What his work with the foundation makes clear is this: Moyers isn't opposed in principle to buying influence. He just insists it be done in what he sees as the public interest. And he's very specific about that.

For example, a 1994 grant for $52,000 supported “a detailed report in The Washington Monthly on the influence of selected lobbyists in Washington.” A 1997 grant for $100,000 went to Mother Jones for “promoting important money-in-politics investigations” by the magazine….

These gifts to private magazines or foundations associated with them aren't a big deal. True, they make Moyers look a little silly in his oft-repeated public proclamations that he has “no agenda.” But, as he reminded me several times in our short chat, he can do whatever he wants as a citizen — he has First Amendment rights….

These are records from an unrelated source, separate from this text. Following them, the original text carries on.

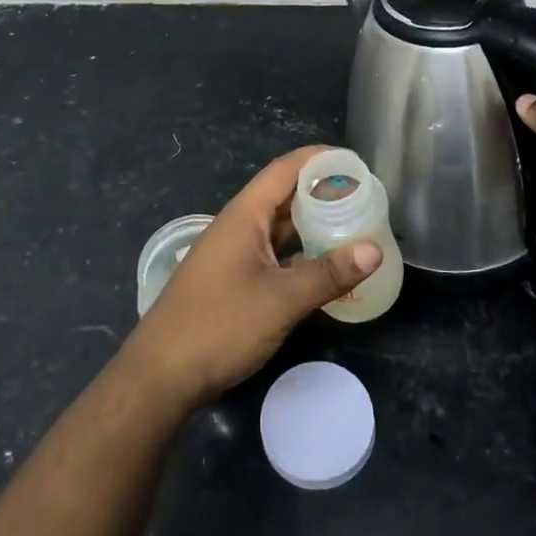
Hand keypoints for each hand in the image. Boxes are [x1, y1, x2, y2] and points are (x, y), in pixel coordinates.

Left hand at [122, 146, 381, 407]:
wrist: (161, 375)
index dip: (321, 159)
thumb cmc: (219, 326)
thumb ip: (327, 274)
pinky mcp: (233, 280)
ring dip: (313, 224)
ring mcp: (233, 254)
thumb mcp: (280, 300)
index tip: (358, 162)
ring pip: (280, 227)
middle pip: (284, 195)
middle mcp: (238, 226)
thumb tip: (375, 250)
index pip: (286, 169)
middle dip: (323, 192)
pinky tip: (325, 267)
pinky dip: (300, 253)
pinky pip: (273, 254)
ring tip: (354, 226)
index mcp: (244, 215)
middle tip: (365, 198)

Things get a little sticky, though, when we consider Moyers's grants to public television and radio. His $42,000 to WETA “to support a series of special features on money in politics to run four consecutive weeks in the Fall of 1997 on the PBS program 'Washington Week in Review.'” Or, that same year, $296,500 “to fund production of three 15-minute segments for the 'PBS NewsHour with Jim Lehrer' on campaign finance reform.” Still in 1997, $127,000 to NPR “to support the special 'Money, Power and Influence' reporting position” and another $100,000 to “support an additional reporter to cover the 'Money, Power and Influence' beat outside the Beltway.”…

The list, as they say, goes on. A “Frontline” documentary on campaign financing for the small fee of $200,000 in 1995….

And when nasty conservatives suggest that all of this reinforces a left-leaning public affairs bias at PBS? Or that public broadcasting in America is for sale? Just give $15,000 to help Fairness and Accuracy in Reporting run an op-ed ad “in support of the independence of public television.” As Moyers might say, I'm not making this up.

On his own shows, Moyers frequently draws on the “expertise” of the interest groups he funds through his foundation. In 1999, all of this back-scratching caught up with him when an enterprising reporter from Knight Ridder named Frank Greve pointed out Moyers's duplicity.

“No TV journalist has reported more aggressively on the influence of money in American politics than Bill Moyers,” wrote Greve. “His triple roles as journalist, advocate and financier have made Moyers one of the nation's most influential champions of tighter restrictions on campaign contributions. In fact, with the Senate set to begin debate on campaign finance this week, Moyers is using his control over money and media to influence public policy in ways that would be the envy of the special interests he deplores.”…

These apparent conflicts have nicked Moyers's reputation, perhaps, but they haven't kept him from winning effusive praise from the nation's television writers and earning dozens of broadcast journalism awards over the course of his career. He won the prestigious Alfred I. DuPont/Columbia University Gold Baton award for 1998-99, honoring a documentary on South Africa. And the Columbia Journalism Review, in a Moyers tribute for its fortieth anniversary issue this winter, gushed, “Moyers's conversational ease, his earnest delivery, his fierce intelligence — all of it has transformed him into our leading television intellectual, and a worthy successor to Edward R. Murrow.” Moyers has been “an invaluable presence on television” and remains “one of our most astute press critics.” In sum, “serious journalism is Moyers's legacy to us.”

Moyers left another legacy to the Columbia Journalism Review, this one undisclosed. It's the serious funding his foundation has provided for years, including a recent $2 million grant to help “save” — his word — the publication that praises him so effusively.